Boy this guy uses a lot of words saying nothing! :lol:

The problem is he has no argument. He's just saying what he prefers. There is no problem with that but he takes about 15 minutes to say what could be said in 2 minutes.


----------



## wkasimer

Marc said:


> The 2nd recording has got a better countertenor (Andreas Scholl). René Jacobs (singing in the 1st) was past his prime IMHO.


That's what I thought when I first heard Herreweghe 2 when it was first issued. But the other day I listened to both recordings, and much to my surprise, I preferred Jacobs. No question that Scholl has the better voice and technique - but to my ears, Jacobs' singing has more depth of feeling.



> I.c. the biggest part, the evangelist: I like Bostridge in Schubert or Britten or whatever, but I felt he was miscast for this part. He's the evangelist in the 2nd recording. Howard Crook, evangelist in the 1st one, is really much better. He's the involved story teller, whilst Bostridge is in a continuous "I'm so [censored] angry that this is all happening" mood.


I largely agree, except that I don't much like Bostridge in anything else, either. But Werner Güra, who sings the solos on Herreweghe 2, is absolutely fantastic.


----------



## Marc

wkasimer said:


> That's what I thought when I first heard Herreweghe 2 when it was first issued. But the other day I listened to both recordings, and much to my surprise, I preferred Jacobs. No question that Scholl has the better voice and technique - but to my ears, Jacobs' singing has more depth of feeling.


Point taken. But, during the 1980s, Jacobs 'developed' a sharp edge to his voice in the upper regions, which is already audible here. There are a few cantata recordings (Leonhardt) of the 1970s, where he is (IMHO) absolutely gorgeous, well... his voice is. 



wkasimer said:


> I largely agree, except that I don't much like Bostridge in anything else, either. But Werner Güra, who sings the solos on Herreweghe 2, is absolutely fantastic.


A bit vice versa compared to the countertenors actually: Blochwitz (on Herreweghe 1) for the beauty of voice, Güra (Herreweghe 2) for the expression.
Both recordings have loads of merits. But, as a whole, I find Herreweghe 1 more convincing, less slick and more significant.


----------



## DavidA

Gura is the evangelist on the Jacobs and is terrific as a story teller.

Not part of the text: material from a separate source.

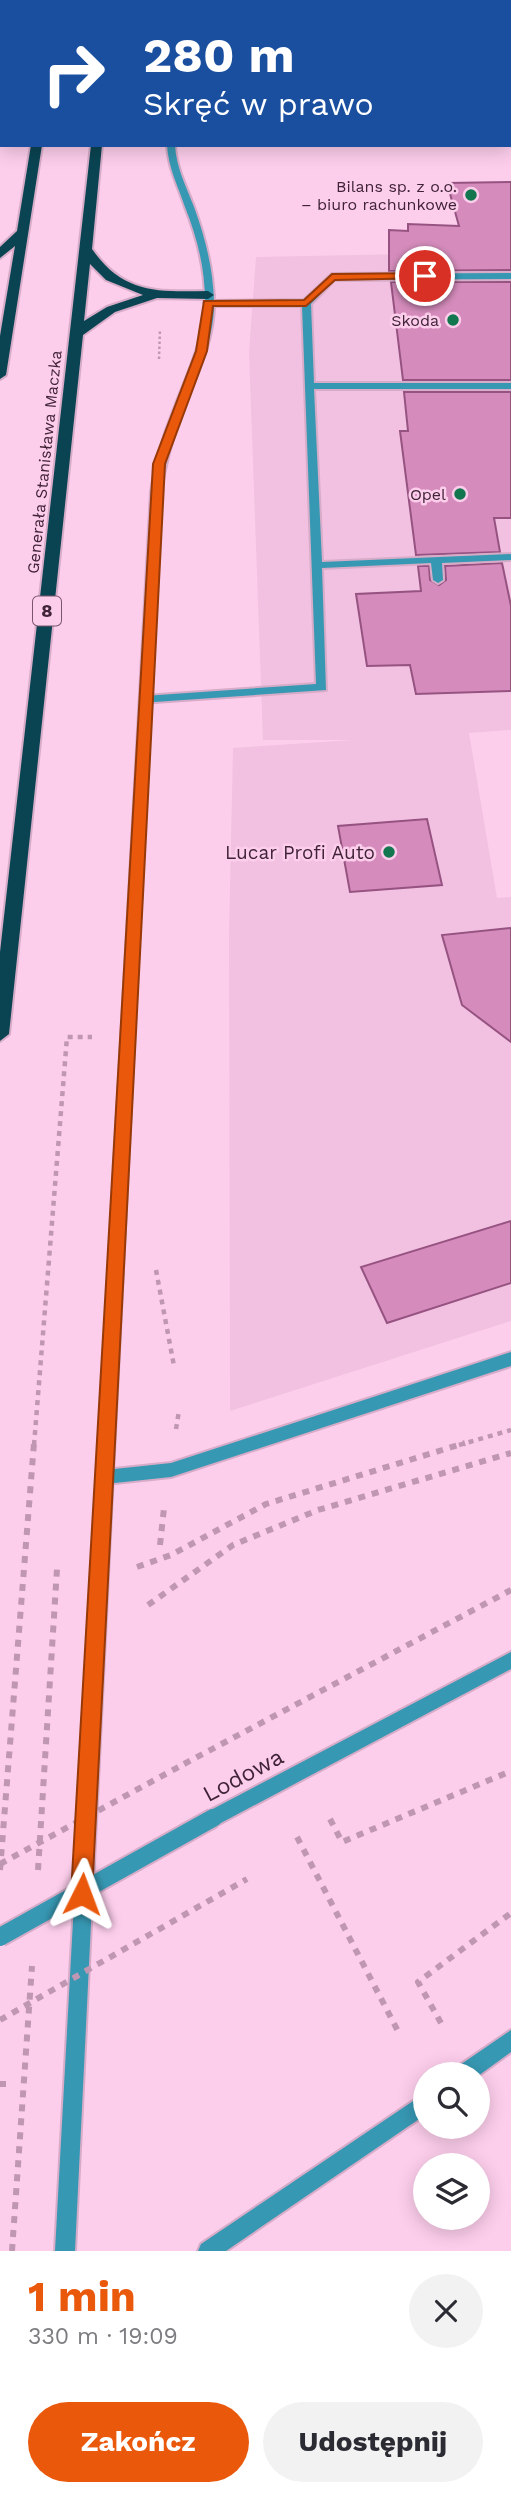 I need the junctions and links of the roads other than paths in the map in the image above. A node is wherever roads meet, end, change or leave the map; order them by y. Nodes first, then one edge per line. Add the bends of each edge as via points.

The only problem with that is that they were experimenting with a rather controversial way of setting the soloist in the choirs out. Hence the recording tends to recede at some places. Typical of Jacobs which gives us plenty to think about together with some controversial points. I’ve never heard the opening chorus done better


----------



## Marc

FYI: I just sent Krummhorn a PM to ask if it's possible to merge this thread with:

Favorite St. Matthew's Passion


----------



## Allegro Con Brio

So, throughout the last couple weeks I've been doing some fairly deep St. Matthew listening. All of yesterday and this morning I spent almost entirely with the work. Besides being profoundly moved as usual by the poetry, sensitivity, expression, intellect, and just plain brilliance of Bach's composition; I have some notes to share from the eight performances that I sampled during this binge - five HIP (or at least HIP-style) and four more "old-school" renditions. I took several of the suggestions recommended to me above (Thanks, Marc, for your excellent HIP recommendations!), as well as others which I was already familiar with and which I had heard good things about, and focused on the interpretive differences. My evaluations probably aren't entirely fair considering I didn't listen to all of any of the performances (it _is_ a huge work, after all) but regardless, here are my thoughts...

*HIPster Haven*
- Leonhardt: This is the first one I tried considering it had gleaned some pretty consistent praise throughout this thread and others. The opening chorus does unfold at a good pace appropriate to the subject matter (I'm not one to say that it has to be performed "religiously" or "piously," but I do think the music should work in coordination with what is being sung) and I thought the mood and pacing throughout was consistently appropriate - certainly a masterclass in communicating the necessary gravitas through HIP. However, it never seems like the choir gives it their all. Everything seems strangely underpowered and perhaps "prettefied." Another way to say it - it lacks conviction. I want power and drama in my singing, not pleasant serenading. The soloists were also nothing to write home about. Shame because I really liked how Leonhardt integrates the work.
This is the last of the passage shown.